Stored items

=======

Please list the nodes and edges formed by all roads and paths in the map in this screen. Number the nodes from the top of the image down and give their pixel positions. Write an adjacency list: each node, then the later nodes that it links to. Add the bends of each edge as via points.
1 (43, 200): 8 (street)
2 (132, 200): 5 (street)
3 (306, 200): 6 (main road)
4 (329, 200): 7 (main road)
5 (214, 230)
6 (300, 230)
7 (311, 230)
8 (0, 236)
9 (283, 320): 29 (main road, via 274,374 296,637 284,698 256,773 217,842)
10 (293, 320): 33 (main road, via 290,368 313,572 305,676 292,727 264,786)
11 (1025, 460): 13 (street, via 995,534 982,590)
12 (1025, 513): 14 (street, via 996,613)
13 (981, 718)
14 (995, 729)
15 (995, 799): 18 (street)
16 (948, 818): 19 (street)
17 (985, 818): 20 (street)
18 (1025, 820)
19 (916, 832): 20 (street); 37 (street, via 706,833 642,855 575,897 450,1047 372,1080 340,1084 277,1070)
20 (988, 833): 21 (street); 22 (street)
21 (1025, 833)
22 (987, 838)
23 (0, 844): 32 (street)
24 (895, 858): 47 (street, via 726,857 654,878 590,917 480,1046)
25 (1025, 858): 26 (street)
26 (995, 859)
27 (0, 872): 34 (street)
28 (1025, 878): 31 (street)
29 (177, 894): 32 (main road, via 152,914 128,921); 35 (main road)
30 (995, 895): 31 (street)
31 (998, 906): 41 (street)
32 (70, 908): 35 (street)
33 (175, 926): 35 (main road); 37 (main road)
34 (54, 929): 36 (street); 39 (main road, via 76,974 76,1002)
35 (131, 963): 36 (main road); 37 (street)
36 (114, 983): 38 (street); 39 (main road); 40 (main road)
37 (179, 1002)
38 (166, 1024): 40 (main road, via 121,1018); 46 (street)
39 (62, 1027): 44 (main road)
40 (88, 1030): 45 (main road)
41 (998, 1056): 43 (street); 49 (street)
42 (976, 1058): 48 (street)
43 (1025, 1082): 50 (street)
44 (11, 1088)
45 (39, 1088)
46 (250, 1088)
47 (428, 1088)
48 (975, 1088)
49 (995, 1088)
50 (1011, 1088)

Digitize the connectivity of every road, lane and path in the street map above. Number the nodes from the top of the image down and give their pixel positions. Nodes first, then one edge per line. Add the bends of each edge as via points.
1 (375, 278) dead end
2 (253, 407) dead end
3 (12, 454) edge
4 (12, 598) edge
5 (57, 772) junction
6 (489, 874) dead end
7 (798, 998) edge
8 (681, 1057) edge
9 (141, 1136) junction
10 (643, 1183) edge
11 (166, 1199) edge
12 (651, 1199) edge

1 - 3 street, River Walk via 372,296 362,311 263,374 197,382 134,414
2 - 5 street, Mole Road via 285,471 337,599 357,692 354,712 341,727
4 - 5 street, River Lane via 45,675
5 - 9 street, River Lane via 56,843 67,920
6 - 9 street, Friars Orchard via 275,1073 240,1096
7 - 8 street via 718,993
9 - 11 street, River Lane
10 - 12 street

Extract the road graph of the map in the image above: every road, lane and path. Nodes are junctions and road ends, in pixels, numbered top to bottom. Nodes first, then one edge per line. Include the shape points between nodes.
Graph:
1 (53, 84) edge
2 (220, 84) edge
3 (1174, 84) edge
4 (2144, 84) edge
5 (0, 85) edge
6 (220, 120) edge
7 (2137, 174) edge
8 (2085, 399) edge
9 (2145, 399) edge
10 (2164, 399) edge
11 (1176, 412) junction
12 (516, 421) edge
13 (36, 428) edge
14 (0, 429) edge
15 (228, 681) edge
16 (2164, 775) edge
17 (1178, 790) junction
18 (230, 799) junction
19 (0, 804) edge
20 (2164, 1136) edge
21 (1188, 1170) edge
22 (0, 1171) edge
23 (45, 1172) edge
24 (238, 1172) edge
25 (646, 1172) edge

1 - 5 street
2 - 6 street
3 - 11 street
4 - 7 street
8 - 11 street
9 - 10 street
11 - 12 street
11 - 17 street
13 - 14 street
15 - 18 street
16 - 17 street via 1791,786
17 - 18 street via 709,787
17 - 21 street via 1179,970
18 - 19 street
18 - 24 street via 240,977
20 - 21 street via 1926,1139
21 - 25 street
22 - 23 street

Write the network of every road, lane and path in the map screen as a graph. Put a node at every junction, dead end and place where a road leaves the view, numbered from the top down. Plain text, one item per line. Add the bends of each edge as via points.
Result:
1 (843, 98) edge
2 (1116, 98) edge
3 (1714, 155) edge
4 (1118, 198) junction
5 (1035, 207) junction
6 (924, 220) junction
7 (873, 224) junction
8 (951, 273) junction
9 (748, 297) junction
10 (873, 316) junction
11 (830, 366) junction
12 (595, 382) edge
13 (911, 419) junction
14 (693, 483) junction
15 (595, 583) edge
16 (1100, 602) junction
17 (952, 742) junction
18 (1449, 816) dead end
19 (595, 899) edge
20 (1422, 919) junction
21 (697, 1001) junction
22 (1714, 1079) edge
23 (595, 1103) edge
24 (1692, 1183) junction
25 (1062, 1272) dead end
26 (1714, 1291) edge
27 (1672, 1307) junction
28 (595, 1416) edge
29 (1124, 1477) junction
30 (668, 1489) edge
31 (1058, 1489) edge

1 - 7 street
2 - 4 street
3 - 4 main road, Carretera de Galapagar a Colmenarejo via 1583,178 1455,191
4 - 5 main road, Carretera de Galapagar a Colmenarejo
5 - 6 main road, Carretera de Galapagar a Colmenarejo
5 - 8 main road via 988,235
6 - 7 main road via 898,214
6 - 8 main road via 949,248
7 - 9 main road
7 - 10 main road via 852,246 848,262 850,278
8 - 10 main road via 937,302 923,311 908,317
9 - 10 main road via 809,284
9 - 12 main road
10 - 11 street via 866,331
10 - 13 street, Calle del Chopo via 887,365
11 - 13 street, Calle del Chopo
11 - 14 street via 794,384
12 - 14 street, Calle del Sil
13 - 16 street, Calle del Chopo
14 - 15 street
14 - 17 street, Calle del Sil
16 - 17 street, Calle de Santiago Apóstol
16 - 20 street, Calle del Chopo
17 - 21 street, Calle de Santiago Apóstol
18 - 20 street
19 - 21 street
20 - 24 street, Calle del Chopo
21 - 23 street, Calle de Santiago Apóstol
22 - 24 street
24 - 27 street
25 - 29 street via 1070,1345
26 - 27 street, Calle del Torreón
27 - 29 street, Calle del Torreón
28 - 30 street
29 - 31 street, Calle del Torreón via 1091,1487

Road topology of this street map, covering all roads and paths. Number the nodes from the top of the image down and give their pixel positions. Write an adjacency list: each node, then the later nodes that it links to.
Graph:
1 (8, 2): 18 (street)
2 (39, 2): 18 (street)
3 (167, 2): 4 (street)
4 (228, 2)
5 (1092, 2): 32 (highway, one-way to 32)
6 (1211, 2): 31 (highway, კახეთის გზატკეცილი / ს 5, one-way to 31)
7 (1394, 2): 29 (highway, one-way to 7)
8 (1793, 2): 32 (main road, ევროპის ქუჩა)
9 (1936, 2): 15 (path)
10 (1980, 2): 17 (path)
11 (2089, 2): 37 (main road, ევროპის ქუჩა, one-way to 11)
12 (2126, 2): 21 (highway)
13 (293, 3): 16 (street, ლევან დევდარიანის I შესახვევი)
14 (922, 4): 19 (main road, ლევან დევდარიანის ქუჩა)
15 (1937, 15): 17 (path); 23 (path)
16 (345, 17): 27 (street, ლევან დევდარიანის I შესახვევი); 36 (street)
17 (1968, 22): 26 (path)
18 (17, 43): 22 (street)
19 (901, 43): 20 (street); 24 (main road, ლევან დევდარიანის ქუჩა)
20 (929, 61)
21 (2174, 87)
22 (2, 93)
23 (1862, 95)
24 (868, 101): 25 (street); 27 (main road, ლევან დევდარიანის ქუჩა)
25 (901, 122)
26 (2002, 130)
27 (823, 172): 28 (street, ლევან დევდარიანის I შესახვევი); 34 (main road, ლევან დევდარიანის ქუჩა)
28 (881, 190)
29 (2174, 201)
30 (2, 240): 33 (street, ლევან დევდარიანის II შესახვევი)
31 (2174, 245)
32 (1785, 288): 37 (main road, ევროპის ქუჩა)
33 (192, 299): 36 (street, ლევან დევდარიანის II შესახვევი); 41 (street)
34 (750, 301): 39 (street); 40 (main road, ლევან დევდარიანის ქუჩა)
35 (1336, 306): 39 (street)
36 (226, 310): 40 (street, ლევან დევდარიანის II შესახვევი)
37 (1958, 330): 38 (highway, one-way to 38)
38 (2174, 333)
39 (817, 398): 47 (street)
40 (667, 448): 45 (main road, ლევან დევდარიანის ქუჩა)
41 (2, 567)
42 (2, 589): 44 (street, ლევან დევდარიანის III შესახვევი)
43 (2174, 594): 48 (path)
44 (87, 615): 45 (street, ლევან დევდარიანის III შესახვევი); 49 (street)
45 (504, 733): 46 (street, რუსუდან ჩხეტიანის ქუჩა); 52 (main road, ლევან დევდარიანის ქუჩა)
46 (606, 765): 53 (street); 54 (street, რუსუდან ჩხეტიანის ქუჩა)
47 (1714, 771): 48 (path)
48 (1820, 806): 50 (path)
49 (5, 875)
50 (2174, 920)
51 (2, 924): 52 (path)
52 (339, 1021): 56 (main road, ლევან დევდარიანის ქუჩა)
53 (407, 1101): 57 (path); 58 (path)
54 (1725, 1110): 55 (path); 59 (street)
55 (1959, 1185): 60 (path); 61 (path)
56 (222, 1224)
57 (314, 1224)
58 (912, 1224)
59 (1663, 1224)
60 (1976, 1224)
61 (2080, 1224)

=======

__Exercise__
Reproduce, character for character, only the lines of the preceding data that start at the line with "Digitize the connectivity" and end at the line with "Extract the road", both included.

__Response box__
Digitize the connectivity of every road, lane and path in the street map above. Number the nodes from the top of the image down and give their pixel positions. Nodes first, then one edge per line. Add the bends of each edge as via points.
1 (375, 278) dead end
2 (253, 407) dead end
3 (12, 454) edge
4 (12, 598) edge
5 (57, 772) junction
6 (489, 874) dead end
7 (798, 998) edge
8 (681, 1057) edge
9 (141, 1136) junction
10 (643, 1183) edge
11 (166, 1199) edge
12 (651, 1199) edge

1 - 3 street, River Walk via 372,296 362,311 263,374 197,382 134,414
2 - 5 street, Mole Road via 285,471 337,599 357,692 354,712 341,727
4 - 5 street, River Lane via 45,675
5 - 9 street, River Lane via 56,843 67,920
6 - 9 street, Friars Orchard via 275,1073 240,1096
7 - 8 street via 718,993
9 - 11 street, River Lane
10 - 12 street

Extract the road graph of the map in the image above: every road, lane and path. Nodes are junctions and road ends, in pixels, numbered top to bottom. Nodes first, then one edge per line. Include the shape points between nodes.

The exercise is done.